Suicide, says Camus, is brought about when that which has been tolerated for an arbitrary amount of time becomes at once unbearable, or absurd.
Go to work, go home, go to bed: this is the new-old reality in the absence of Bluefish, and I observe the pattern sadly.
I speak not of an internal 'observation,' enumerating day after day after day, but I instead stand outside myself, fully aware of the futility in which I engage.
I have no plans to end my life, but I understand the mindset which plants the seed of the decision. When it appears that one is condemned to an infinite number of repetitions, it is logical to want to break the circle.
Logical? But surely there is no logic in the thinking machine that unplugs itself forever?
(Some) physicists have postulated that the universe is a giant computer, which, when it is approaching its death is able to perform an increasingly large number of steps. At the very point when the 'Big Crunch' occurs, the number of steps is infinite, and so any calculation or rendering is possible.

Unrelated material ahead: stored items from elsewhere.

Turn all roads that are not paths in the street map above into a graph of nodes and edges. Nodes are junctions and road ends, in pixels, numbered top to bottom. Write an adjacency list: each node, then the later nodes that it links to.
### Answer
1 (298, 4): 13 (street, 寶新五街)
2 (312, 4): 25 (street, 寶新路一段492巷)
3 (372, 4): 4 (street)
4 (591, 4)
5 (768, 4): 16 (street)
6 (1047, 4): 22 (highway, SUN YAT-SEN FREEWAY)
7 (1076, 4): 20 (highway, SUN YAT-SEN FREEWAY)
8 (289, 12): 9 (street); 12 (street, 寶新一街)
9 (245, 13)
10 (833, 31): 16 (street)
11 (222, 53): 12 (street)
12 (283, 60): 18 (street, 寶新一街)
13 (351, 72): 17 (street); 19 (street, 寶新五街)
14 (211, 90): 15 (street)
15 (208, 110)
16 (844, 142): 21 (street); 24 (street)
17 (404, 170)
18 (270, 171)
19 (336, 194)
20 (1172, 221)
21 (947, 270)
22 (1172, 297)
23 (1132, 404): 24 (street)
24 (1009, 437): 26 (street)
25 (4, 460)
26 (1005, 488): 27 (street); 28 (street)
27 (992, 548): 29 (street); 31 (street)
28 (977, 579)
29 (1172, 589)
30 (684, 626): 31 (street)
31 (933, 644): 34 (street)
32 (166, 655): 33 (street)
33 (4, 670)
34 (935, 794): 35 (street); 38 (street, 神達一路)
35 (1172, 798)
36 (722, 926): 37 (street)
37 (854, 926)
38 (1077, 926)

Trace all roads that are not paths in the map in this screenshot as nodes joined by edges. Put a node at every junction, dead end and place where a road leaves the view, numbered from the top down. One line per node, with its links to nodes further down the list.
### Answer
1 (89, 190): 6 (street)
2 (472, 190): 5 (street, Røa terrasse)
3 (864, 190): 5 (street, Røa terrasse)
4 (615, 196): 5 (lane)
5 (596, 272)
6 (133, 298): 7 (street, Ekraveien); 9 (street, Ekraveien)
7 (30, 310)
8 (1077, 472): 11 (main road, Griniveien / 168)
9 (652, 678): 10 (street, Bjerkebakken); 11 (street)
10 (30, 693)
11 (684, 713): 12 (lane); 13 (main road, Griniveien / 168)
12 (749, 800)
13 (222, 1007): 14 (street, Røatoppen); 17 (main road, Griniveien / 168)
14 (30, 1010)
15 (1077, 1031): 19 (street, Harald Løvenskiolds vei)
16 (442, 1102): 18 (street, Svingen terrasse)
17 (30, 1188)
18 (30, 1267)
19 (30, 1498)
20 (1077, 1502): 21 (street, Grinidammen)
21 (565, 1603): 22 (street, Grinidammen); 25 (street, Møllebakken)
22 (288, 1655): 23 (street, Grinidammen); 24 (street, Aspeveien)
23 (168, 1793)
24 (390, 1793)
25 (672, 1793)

On the much smaller human scale, what clarity and work would be possible at the moment the synapses act upon the decision to extinguish themselves, assuming that the physicists' view is a) valid and b) applicable in another domain?
How simple to encapsulate the universe! To evaluate and revise it - simplicity itself - when the mind is teetering between being itself and being nothing at all. And this is the logic of suicide: the brief unification of everything and then the void.